External GPU (eGPU) Resources

F-Train

macrumors 65816
Original poster
Apr 22, 2015
1,457
1,011
NYC & Newfoundland
Not being a gamer, I know next to nothing about External Graphics Processing Units, but purchase of a Mac mini has me trying to get up to speed with the basics. I thought that I'd share some resources with those in a similar position.

Apple has a document that tells you what products (cards and enclosures) are supported. It is essential reading: https://support.apple.com/en-us/HT208544

If you aren't Greek, but Apple's document reads like it, there is help. A few days ago, AnandTech published Best Video Cards for Gaming: Holiday 2018: https://www.anandtech.com/show/12050/best-video-cards

The AnandTech article is a fairly sane introduction to the available products and options. Just ignore all the references to Nvidia (see the Apple document). Also, don't start scanning for Black Friday deals. Among other things, the article explains that external GPUs are typically selling for more than MSRP as a result of the activities of our friends in the cryptocurrency mining business.

There is also a web site called egpu.io that has a brief, but useful, article called State of eGPU for Macs – Mojave 10.14 Update: https://egpu.io/state-of-egpu-for-macs-mojave-10-14-update/.
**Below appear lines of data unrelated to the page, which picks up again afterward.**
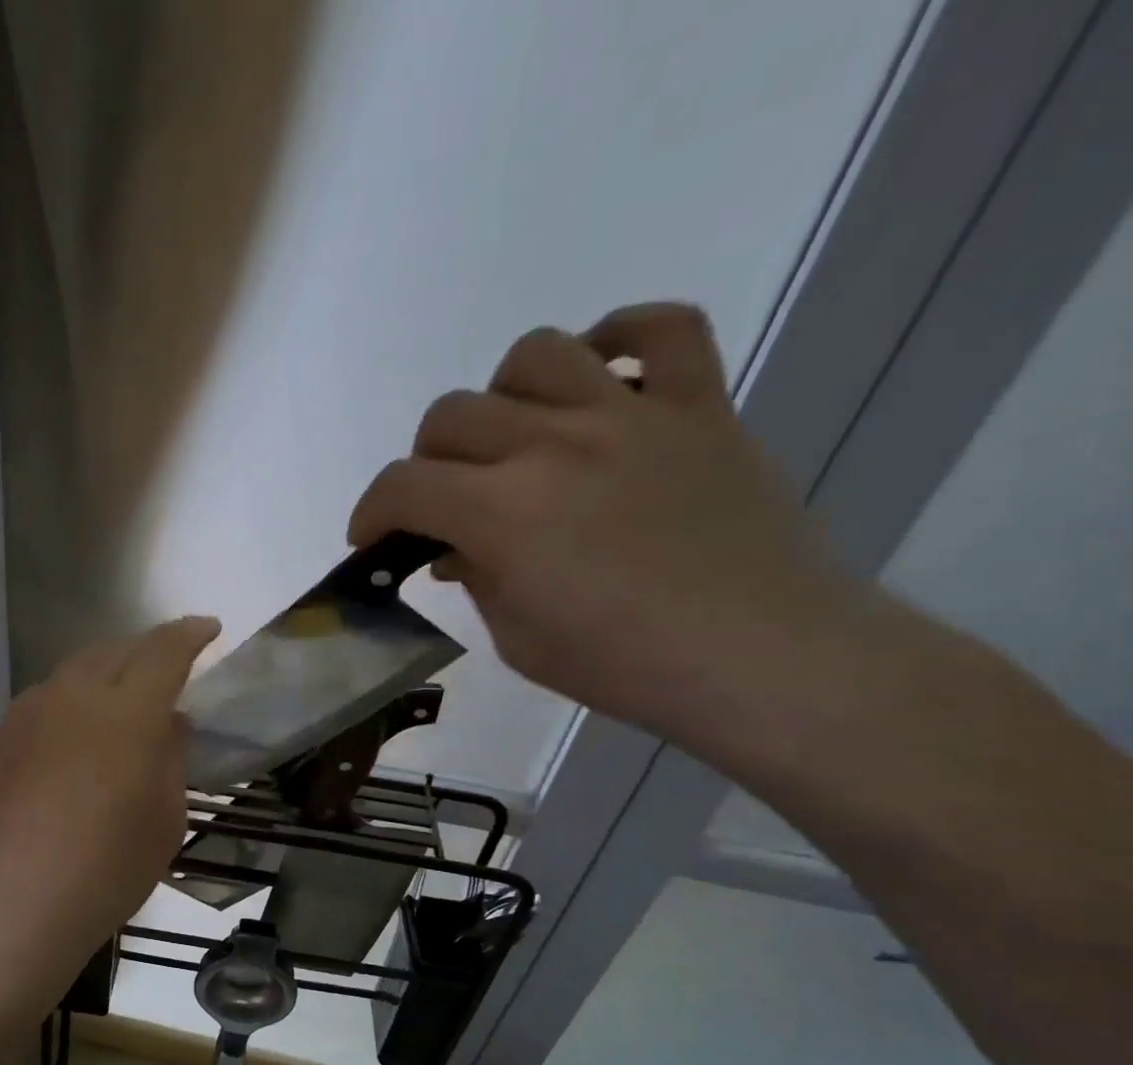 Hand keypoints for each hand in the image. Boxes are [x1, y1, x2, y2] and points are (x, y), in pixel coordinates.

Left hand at [0, 617, 220, 997]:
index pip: (165, 651)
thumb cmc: (110, 866)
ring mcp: (32, 711)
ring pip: (77, 670)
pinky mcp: (3, 736)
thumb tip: (170, 723)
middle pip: (117, 650)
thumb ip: (172, 757)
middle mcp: (76, 694)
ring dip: (107, 670)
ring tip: (123, 693)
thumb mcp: (166, 816)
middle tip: (169, 662)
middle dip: (149, 648)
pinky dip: (73, 699)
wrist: (17, 900)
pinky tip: (78, 731)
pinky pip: (47, 699)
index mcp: (129, 710)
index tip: (209, 628)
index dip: (190, 634)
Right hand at [348, 302, 860, 741]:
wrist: (762, 658)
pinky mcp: (698, 406)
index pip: (403, 485)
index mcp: (502, 511)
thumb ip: (476, 579)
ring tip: (514, 439)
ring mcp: (630, 415)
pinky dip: (620, 338)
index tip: (371, 540)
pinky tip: (601, 378)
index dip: (371, 512)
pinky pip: (661, 329)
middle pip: (453, 414)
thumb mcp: (519, 639)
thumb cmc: (625, 666)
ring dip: (503, 396)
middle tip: (443, 504)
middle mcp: (554, 443)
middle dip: (426, 463)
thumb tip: (456, 548)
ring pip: (536, 354) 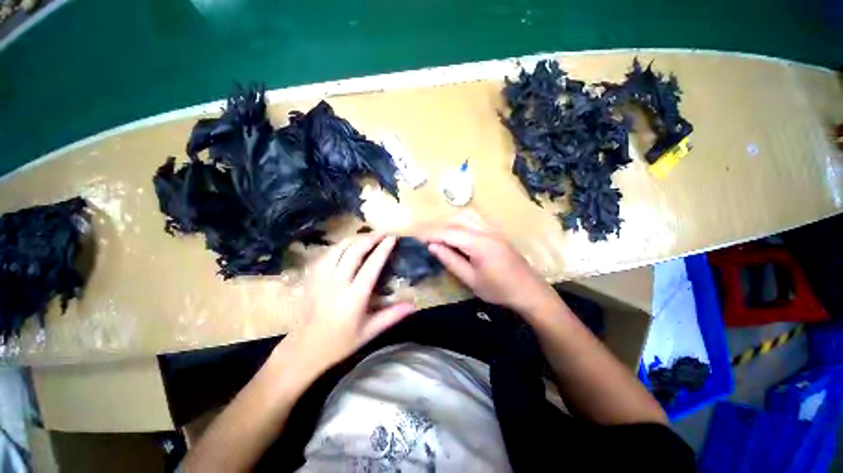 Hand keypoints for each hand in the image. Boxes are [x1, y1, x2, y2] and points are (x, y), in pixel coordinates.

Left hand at [281, 233, 414, 377]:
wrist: (304, 351)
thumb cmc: (340, 343)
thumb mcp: (370, 332)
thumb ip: (392, 316)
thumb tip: (413, 305)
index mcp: (354, 297)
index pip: (371, 266)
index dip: (383, 249)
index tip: (392, 238)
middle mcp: (336, 284)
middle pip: (353, 252)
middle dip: (369, 238)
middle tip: (381, 232)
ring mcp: (320, 280)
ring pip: (337, 250)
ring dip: (353, 239)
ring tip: (365, 235)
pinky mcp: (310, 280)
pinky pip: (324, 256)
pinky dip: (337, 247)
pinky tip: (344, 246)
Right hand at [422, 210, 556, 315]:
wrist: (529, 291)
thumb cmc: (499, 290)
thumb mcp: (471, 280)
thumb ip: (451, 260)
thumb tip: (432, 246)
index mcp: (480, 243)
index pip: (449, 232)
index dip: (431, 234)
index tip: (417, 238)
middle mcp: (486, 230)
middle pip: (457, 218)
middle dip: (439, 225)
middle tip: (426, 237)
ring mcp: (493, 229)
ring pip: (466, 215)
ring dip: (450, 221)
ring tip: (439, 233)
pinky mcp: (496, 231)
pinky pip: (475, 219)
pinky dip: (461, 221)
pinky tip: (455, 231) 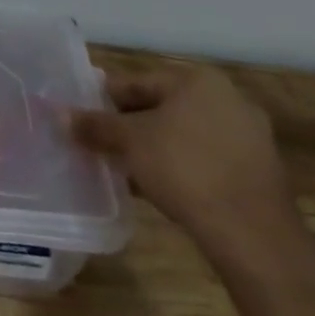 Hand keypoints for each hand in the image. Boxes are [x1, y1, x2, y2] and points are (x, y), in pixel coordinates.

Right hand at [69, 63, 294, 255]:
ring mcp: (247, 136)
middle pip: (159, 107)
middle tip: (97, 143)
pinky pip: (203, 158)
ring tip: (120, 166)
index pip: (136, 82)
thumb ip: (94, 125)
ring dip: (151, 148)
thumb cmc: (184, 169)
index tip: (81, 117)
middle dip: (127, 126)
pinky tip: (153, 185)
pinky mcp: (256, 171)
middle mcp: (228, 99)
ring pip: (181, 135)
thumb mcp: (129, 142)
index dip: (103, 100)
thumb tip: (58, 114)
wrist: (253, 234)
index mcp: (198, 81)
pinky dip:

The same site has a page entitled Best eGPU Enclosures Reviewed - External GPU Buyer's Guide 2018: https://egpu.io/external-gpu-buyers-guide-2018/ It's helpful to understand what the rankings on that page are based on. As I understand it, they represent only the number of enclosures by a given manufacturer that participants in the site's forum are using in builds. With respect to the forum itself, I think that it's fair to say that it is something of a rabbit hole, sort of like threads here about Mac mini thermal issues.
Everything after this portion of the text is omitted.